Ce système d’enseignement est pourtant pratiqué depuis des dizaines d’années à la satisfaction de ses utilisateurs et sans que le niveau général de pratique du français en soit diminué, peut-être même au contraire. Nous n’en sommes plus à l’époque de la naissance de la Troisième République où les instituteurs étaient investis du rôle de hussards noirs. Si des tentations séparatistes existent, elles ne sont pas à rechercher du côté des régionalistes. Il y a bien longtemps que les militants des causes autonomistes ont renoncé à la lutte armée et la République n’est plus menacée d’éparpillement. Nous sommes passés d’un fonctionnement où les langues régionales, souvent qualifiées de patois, étaient traquées sans merci, à la reconnaissance de leur intérêt et leur élévation au rang de patrimoine culturel. La loi présentée par le député du Morbihan était supposée entériner ce changement de mentalité en reconnaissant l’utilité et la richesse de cet enseignement. Le parlement avait approuvé largement ses dispositions et le président de la République lui-même s’était prononcé en faveur de cette loi.

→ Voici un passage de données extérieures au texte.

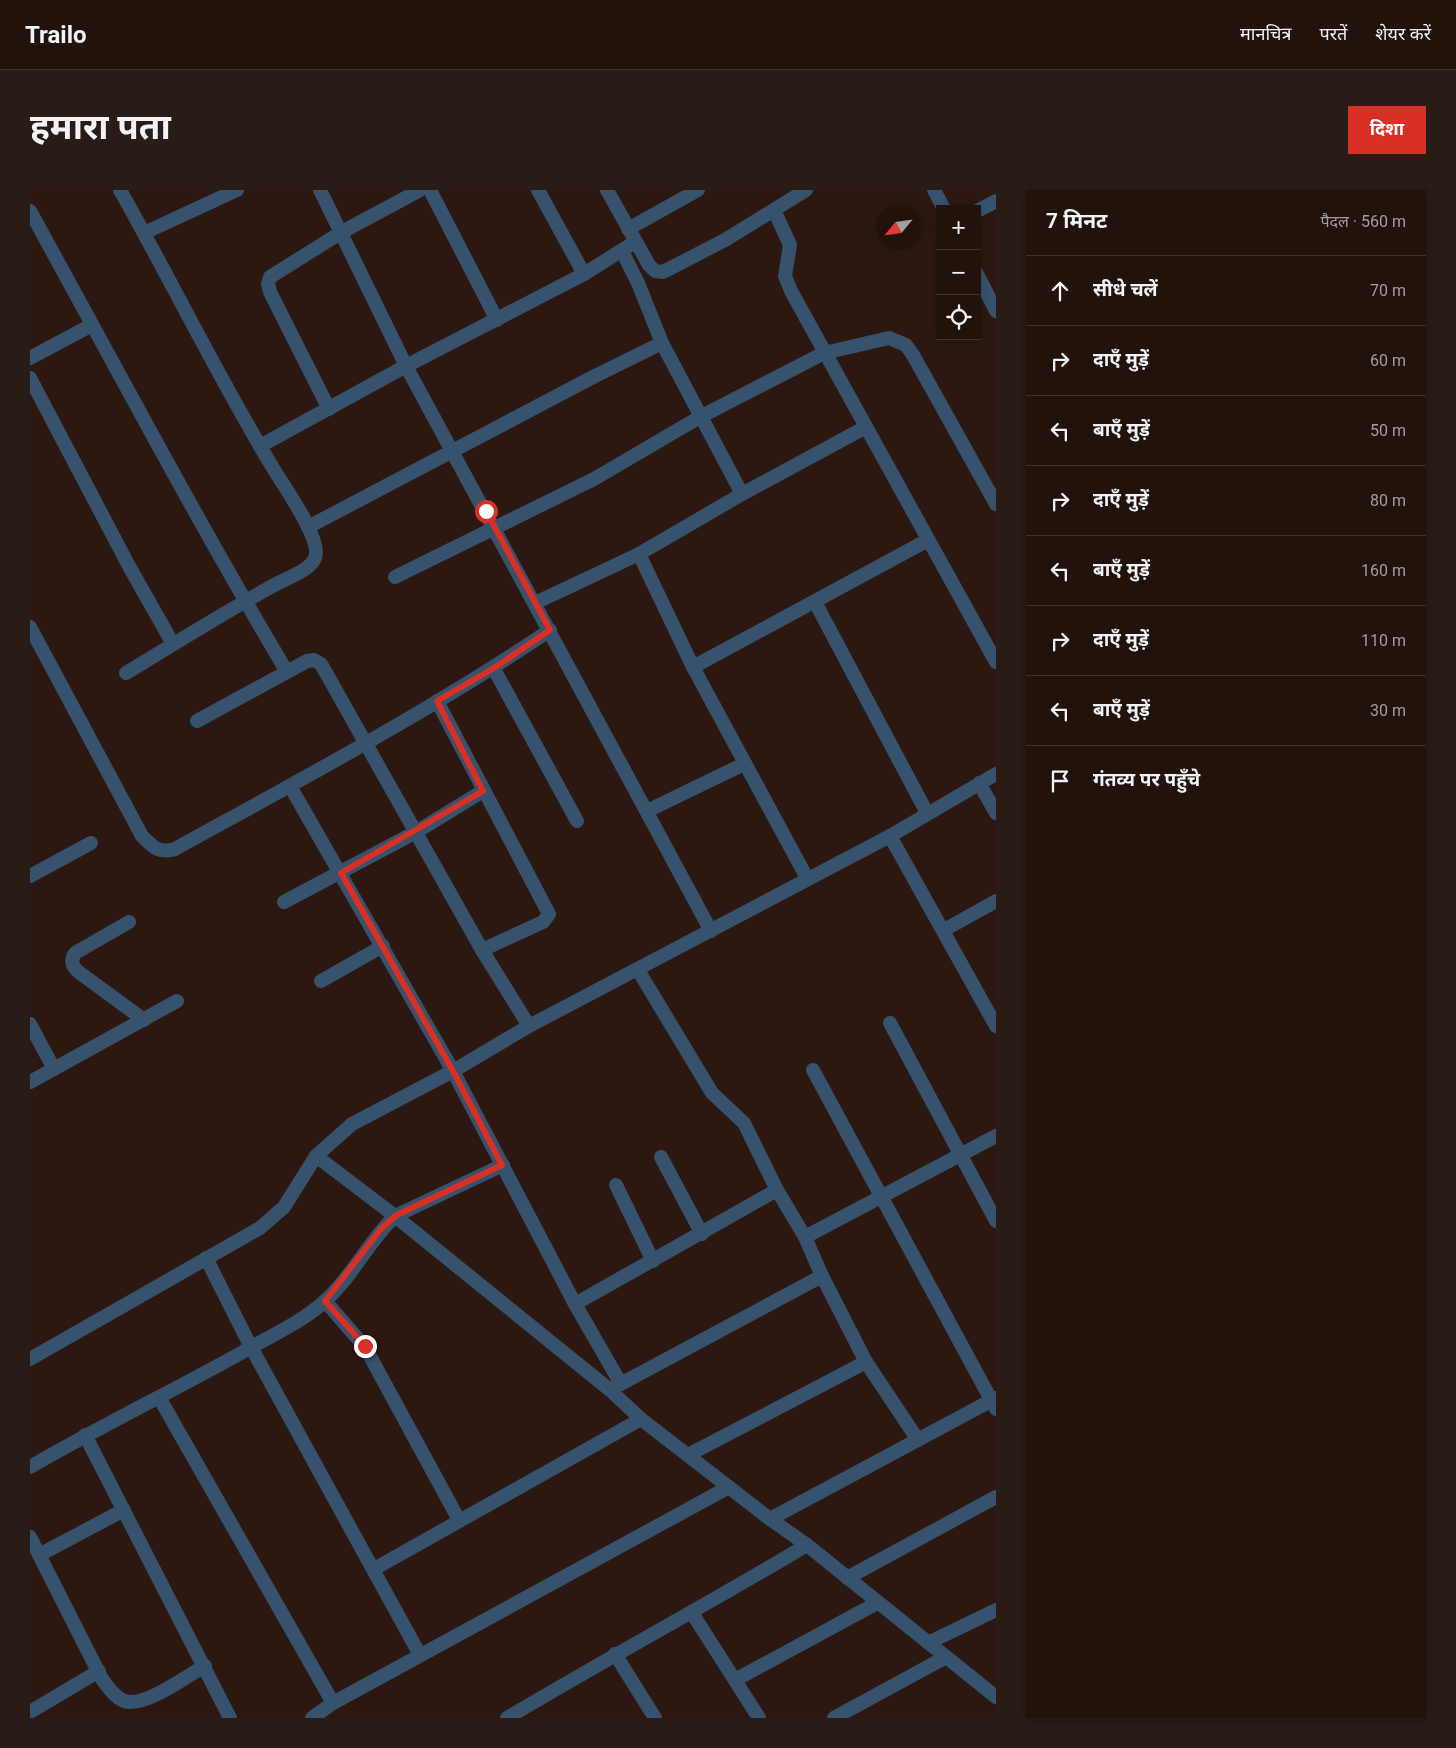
<!DOCTYPE html>
<html lang="hi">
<meta charset="utf-8">
<style>
body{margin:0;font-family:Roboto,"Noto Sans Devanagari",sans-serif;background:#291b15;color:#f1f3f6}
.controls{position:absolute;right:15px;top:15px;display:grid;overflow:hidden;border-radius:0px;box-shadow:0 2px 8px #0003}
.controls button{width:45px;height:45px;display:grid;place-items:center;padding:0;border:0;border-bottom:1px solid #3e322d;background:#21120c;color:#f1f3f6;font:25px sans-serif}
.compass{position:absolute;left:846px;top:15px;width:45px;height:45px;border-radius:50%;background:#21120c;box-shadow:0 2px 8px #0003;rotate:241deg}
.stop{position:absolute;width:15px;height:15px;margin:-11px;border:4px solid #d93025;border-radius:50%;background:#fff}
.stop.end{background:#d93025;border-color:#fff;box-shadow:0 1px 5px #0008}
.list{margin:0;padding:0;list-style:none}
h2{display:flex;justify-content:space-between;align-items:center;height:65px;margin:0;padding:0 20px;font-size:21px}
h2 small{font-size:16px;font-weight:400;color:#a29e9d}
.list li{display:grid;grid-template-columns:32px 1fr auto;gap:15px;align-items:center;box-sizing:border-box;height:70px;padding:0 20px;border-top:1px solid #3e322d}
.list b{display:block;font-size:19px;white-space:nowrap}
.list em{font-size:16px;font-style:normal;color:#a29e9d}
.icon{flex:none;width:28px;height:28px;fill:none;stroke:currentColor;stroke-width:2;stroke-linecap:round;stroke-linejoin:round}
.map{position:relative;flex:none;width:966px;height:1528px;overflow:hidden;border-radius:0px}
header{display:flex;align-items:center;gap:30px;box-sizing:border-box;height:70px;padding:0 25px;background:#21120c;border-bottom:1px solid #3e322d}
header strong{font-size:24px}
nav{display:flex;gap:28px;margin-inline-start:auto;font-size:18px}
.intro{display:flex;align-items:center;justify-content:space-between;box-sizing:border-box;height:120px;padding:0 30px}
h1{margin:0;font-size:35px}
.button{padding:12px 22px;border-radius:0px;background:#d93025;color:#fff;font-size:18px;font-weight:700}
main{display:flex;gap:30px;padding:0 30px}
aside{flex:1;background:#21120c;border-radius:0px;box-shadow:0 2px 8px #0003}
.map>svg:first-child{display:block}
</style>
<header>
<strong>Trailo</strong>
<nav><a>मानचित्र</a><a>परतें</a><a>शेयर करें</a></nav>
</header>
<div class="intro"><h1>हमारा पता</h1><a class="button">दिशा</a></div>
<main>
<div class="map">
<svg width="966" height="1528" viewBox="0 0 966 1528">
<rect width="100%" height="100%" fill="#2c1810"/>
<g fill="none" stroke-linecap="round" stroke-linejoin="round">
<g stroke="#37526c" stroke-width="14">
<path d="M90,0C142,92 188,187 243,278C253,295 293,350 285,368C280,380 260,387 248,393C196,421 146,453 96,483"/>
<path d="M290,0L376,176L681,741"/>
<path d="M400,0L467,130"/>
<path d="M508,0L554,84"/>
<path d="M577,0L619,75L625,81L633,82L695,50L776,0"/>
<path d="M904,0L914,19"/>
<path d="M744,20L760,55L755,86L761,101L966,472"/>
<path d="M0,21C85,175 167,331 257,482"/>
<path d="M947,21L966,11"/>
<path d="M598,39L668,0"/>
<path d="M114,43L207,0"/>
<path d="M592,61L608,93L632,153L712,304"/>
<path d="M947,84L966,121"/>
<path d="M0,168L60,136"/>
<path d="M0,188L100,378L143,454"/>
<path d="M299,219L240,102L238,94L240,87L312,42L390,0"/>
<path d="M230,256L376,176L554,84L605,52"/>
<path d="M278,337L565,186L632,153"/>
<path d="M609,364L663,477L777,688"/>
<path d="M365,387L564,289L670,227L794,163L859,148L876,155L883,165L966,314"/>
<path d="M785,412L897,623"/>
<path d="M505,413L609,364L712,304L836,237"/>
<path d="M0,437L112,646C123,657 129,664 145,659C272,589 400,521 520,440"/>
<path d="M663,477L898,350"/>
<path d="M464,479L547,631"/>
<path d="M407,511L519,724L513,732L452,760"/>
<path d="M167,531L277,471L284,470L291,474L452,760L499,836"/>
<path d="M949,593L966,623"/>
<path d="M260,596L423,881L545,1114L591,1194"/>
<path d="M617,621L714,574"/>
<path d="M860,646L966,836"/>
<path d="M0,686L61,653"/>
<path d="M254,712L386,642L453,601"/>
<path d="M99,732L45,763C40,771 42,777 50,783L114,830"/>
<path d="M914,740L966,711"/>
<path d="M608,780L682,903L714,933L747,1000L775,1047L792,1086L836,1172L888,1250"/>
<path d="M291,791L353,756"/>
<path d="M860,833L966,1031"/>
<path d="M0,834L24,879"/>
<path d="M783,880L966,1219"/>
<path d="M0,892L147,811"/>
<path d="M286,966L365,1026L580,1200L611,1229L740,1329L777,1355L966,1507"/>
<path d="M631,967L672,1044"/>
<path d="M586,995L623,1071"/>
<path d="M775,1047L966,946"/>
<path d="M176,1068L221,1157L390,1465"/>
<path d="M295,1111L335,1157L429,1330"/>
<path d="M545,1114L747,1000"/>
<path d="M0,1169L230,1038L254,1017L286,966L322,934L423,881L499,836L860,646L966,584"/>
<path d="M583,1198L792,1086"/>
<path d="M130,1209L303,1513"/>
<path d="M55,1245L200,1528"/>
<path d="M658,1265L836,1172"/>
<path d="M0,1277C69,1237 141,1202 211,1163C238,1147 271,1133 295,1111C322,1087 338,1052 365,1026L473,975"/>
<path d="M740,1329L966,1208"/>
<path d="M0,1347L72,1489C78,1497 84,1507 94,1511C115,1518 156,1486 175,1476"/>
<path d="M9,1365L94,1320"/>
<path d="M344,1379L611,1229"/>
<path d="M817,1388L966,1307"/>
<path d="M662,1423L729,1528"/>
<path d="M898,1453L966,1420"/>
<path d="M585,1464L625,1528"/>
<path d="M705,1490L847,1413"/>
<path d="M0,1522L69,1481"/>
<path d="M282,1528L303,1513L699,1297"/>
<path d="M477,1528C576,1469 678,1414 777,1355"/>
<path d="M804,1528L916,1467"/>
</g>
</g>
<g fill="none" stroke-linecap="round" stroke-linejoin="round">
<path stroke="#d93025" stroke-width="6" d="M335,1156L295,1111L350,1040L365,1026L472,975L423,881L311,683L453,601L407,511L464,478L520,440L456,321"/>
</g>
</svg>
<div class="controls">
<button>+</button>
<button>−</button>
<button><svg class="icon" aria-label="locate" viewBox="0 0 24 24"><circle cx="12" cy="12" r="6"/><path d="M12 2v4M12 18v4M2 12h4M18 12h4"/></svg></button>
</div>
<svg class="compass" viewBox="-18 -18 36 36"><path d="M0-13l5 13h-10z" fill="#e53935"/><path d="M0 13l5-13h-10z" fill="#a29e9d"/></svg>
<div class="stop" style="left:456px;top:321px"></div>
<div class="stop end" style="left:335px;top:1156px"></div>
</div>
<aside>
<h2>7 मिनट<small>पैदल · 560 m</small></h2>
<ul class="list">
<li><svg class="icon" aria-label="ahead" viewBox="0 0 24 24"><path d="M12 20V5M6 11l6-6 6 6"/></svg><div><b>सीधे चलें</b></div><em>70 m</em></li>
<li><svg class="icon" aria-label="right" viewBox="0 0 24 24"><path d="M7 20v-9h11M14 6l5 5-5 5"/></svg><div><b>दाएँ मुड़ें</b></div><em>60 m</em></li>
<li><svg class="icon" aria-label="left" viewBox="0 0 24 24"><path d="M17 20v-9H6M10 6l-5 5 5 5"/></svg><div><b>बाएँ मुड़ें</b></div><em>50 m</em></li>
<li><svg class="icon" aria-label="right" viewBox="0 0 24 24"><path d="M7 20v-9h11M14 6l5 5-5 5"/></svg><div><b>दाएँ मुड़ें</b></div><em>80 m</em></li>
<li><svg class="icon" aria-label="left" viewBox="0 0 24 24"><path d="M17 20v-9H6M10 6l-5 5 5 5"/></svg><div><b>बाएँ मुड़ें</b></div><em>160 m</em></li>
<li><svg class="icon" aria-label="right" viewBox="0 0 24 24"><path d="M7 20v-9h11M14 6l5 5-5 5"/></svg><div><b>दाएँ मुड़ें</b></div><em>110 m</em></li>
<li><svg class="icon" aria-label="left" viewBox="0 0 24 24"><path d="M17 20v-9H6M10 6l-5 5 5 5"/></svg><div><b>बाएँ मुड़ें</b></div><em>30 m</em></li>
<li><svg class="icon" aria-label="arrive" viewBox="0 0 24 24"><path d="M6 21V4h12l-3 4 3 4H6"/></svg><div><b>गंतव्य पर पहुँचे</b></div></li>
</ul>
</aside>
</main>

On peut le vérifier pratiquement à chaque évolution importante de la société sur les sujets les plus divers : le fait précède toujours le droit. En voulant sécuriser l’existence des écoles en langues régionales, la loi Molac a réveillé de vieilles tendances jacobines, alors que des progrès existent depuis longtemps dans la double signalétique par exemple, et que la loi Toubon de 1994 a été modifiée pour ne pas faire obstacle à l’usage des langues régionales tout en défendant la francophonie. La proposition de loi était donc largement consensuelle, si l’on exclut la position du ministre de l’Éducation, qui préfère le bilinguisme à l‘immersion, bien qu’il se déclare soutien des langues régionales. Avec des amis comme lui, les écoles régionalistes n’ont pas besoin d’ennemis. L’affaire pourrait paraître anecdotique si ce n’est que les écoles menacées pour non-conformité avec la constitution pourraient perdre le bénéfice de la prise en charge financière des enseignants par l’état prévue par le contrat qui lie ces établissements à la République. À terme, ce serait la fin de cet enseignement, qui franchement ne fait de tort à personne et perpétue une culture qui est une vraie richesse.